Sendo também este “um facto que nos obriga a uma constante autoavaliação das nossas necessidades básicas como comer ou ir à casa de banho num turno de seis ou 12 horas”, admitiu Andrea Silva, confidenciando que na “maior parte das vezes optamos por não beber muitos líquidos antes do início do turno e comer antes de ir trabalhar para conseguirmos ir comer e ir à casa de banho só no fim do turno”.
“S. Sebastião” criou segunda Unidade de Cuidados Intensivos para doentes Covid-19
As Unidades de Cuidados Intensivos destinam-se a doentes críticos que necessitam de suporte das funções vitais.
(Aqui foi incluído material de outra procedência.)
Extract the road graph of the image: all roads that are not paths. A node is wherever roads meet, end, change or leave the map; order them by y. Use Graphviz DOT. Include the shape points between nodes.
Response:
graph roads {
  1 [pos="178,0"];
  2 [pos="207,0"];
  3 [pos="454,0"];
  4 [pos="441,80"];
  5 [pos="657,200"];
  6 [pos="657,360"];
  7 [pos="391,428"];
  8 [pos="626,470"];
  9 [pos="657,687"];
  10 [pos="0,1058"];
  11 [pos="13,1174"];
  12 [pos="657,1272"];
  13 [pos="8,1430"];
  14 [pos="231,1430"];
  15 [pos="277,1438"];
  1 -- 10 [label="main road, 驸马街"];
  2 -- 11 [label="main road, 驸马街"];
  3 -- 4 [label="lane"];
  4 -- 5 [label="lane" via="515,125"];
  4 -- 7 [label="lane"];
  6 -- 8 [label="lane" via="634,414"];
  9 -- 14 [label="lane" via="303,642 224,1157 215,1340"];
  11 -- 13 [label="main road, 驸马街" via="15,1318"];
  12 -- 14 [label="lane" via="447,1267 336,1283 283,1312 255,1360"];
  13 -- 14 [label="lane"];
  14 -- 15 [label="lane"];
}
No caso dos doentes Covid-19, “para além do suporte ventilatório, todas as outras funções como a alternância de decúbitos (posicionar a pessoa), função renal, administração de medicação e alimentação, cuidados de higiene, entre outras, têm de ser asseguradas por nós”. Outro impacto provocado pelo novo coronavírus no Hospital de S. Sebastião está relacionado com a capacidade de camas. “Como o número de doentes com Covid-19 excede a capacidade da nossa unidade, que é de 11 camas, foi criada uma segunda Unidade de Cuidados Intensivos na anterior unidade de cuidados intermédios”, deu a conhecer a enfermeira, destacando que, “para além destes doentes, continuam a existir os que, sem Covid-19, necessitam de cuidados intensivos” e para os quais “a unidade de recobro do bloco operatório foi transformada numa Unidade de Cuidados Intensivos”.
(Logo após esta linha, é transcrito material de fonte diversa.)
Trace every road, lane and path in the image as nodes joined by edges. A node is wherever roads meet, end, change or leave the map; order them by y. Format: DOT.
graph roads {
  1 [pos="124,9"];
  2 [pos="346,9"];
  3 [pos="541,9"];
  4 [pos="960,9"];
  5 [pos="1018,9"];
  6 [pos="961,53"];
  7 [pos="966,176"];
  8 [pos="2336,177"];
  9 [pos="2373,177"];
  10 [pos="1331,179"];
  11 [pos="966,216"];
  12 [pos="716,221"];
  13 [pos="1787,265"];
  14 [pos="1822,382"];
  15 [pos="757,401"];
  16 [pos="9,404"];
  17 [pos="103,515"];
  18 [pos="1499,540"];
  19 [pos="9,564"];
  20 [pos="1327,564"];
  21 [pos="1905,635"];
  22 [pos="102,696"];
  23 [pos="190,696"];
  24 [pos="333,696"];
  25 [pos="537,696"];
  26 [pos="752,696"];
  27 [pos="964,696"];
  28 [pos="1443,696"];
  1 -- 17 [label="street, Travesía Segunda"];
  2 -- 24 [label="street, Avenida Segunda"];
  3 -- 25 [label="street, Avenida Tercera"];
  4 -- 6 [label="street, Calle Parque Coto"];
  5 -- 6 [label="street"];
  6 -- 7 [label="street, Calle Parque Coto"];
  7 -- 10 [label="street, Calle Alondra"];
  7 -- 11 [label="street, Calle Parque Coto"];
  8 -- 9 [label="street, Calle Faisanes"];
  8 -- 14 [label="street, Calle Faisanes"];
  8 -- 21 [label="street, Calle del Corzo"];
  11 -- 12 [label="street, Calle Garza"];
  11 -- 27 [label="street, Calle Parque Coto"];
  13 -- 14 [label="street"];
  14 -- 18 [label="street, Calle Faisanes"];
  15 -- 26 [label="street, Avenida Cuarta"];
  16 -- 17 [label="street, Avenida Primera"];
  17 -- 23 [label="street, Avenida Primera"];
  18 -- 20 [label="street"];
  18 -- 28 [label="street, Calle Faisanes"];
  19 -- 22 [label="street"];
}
Os “enfermeiros dos cuidados intensivos, cuidados intermédios e bloco operatório vão alternando turnos entre os três locais de modo a uniformizar os cuidados, garantindo a experiência e a qualidade dos cuidados”, acrescentou Andrea Silva.
Por mero acaso, a conversa desta enfermeira com o labor acabou da mesma forma como começou, com a partilha dos dois grandes objetivos deste casal. “Que a nossa família ultrapasse esta realidade com o mínimo de complicações e cumprirmos as nossas funções de enfermeiros de modo a cuidar o melhor possível de quem de nós precisa”.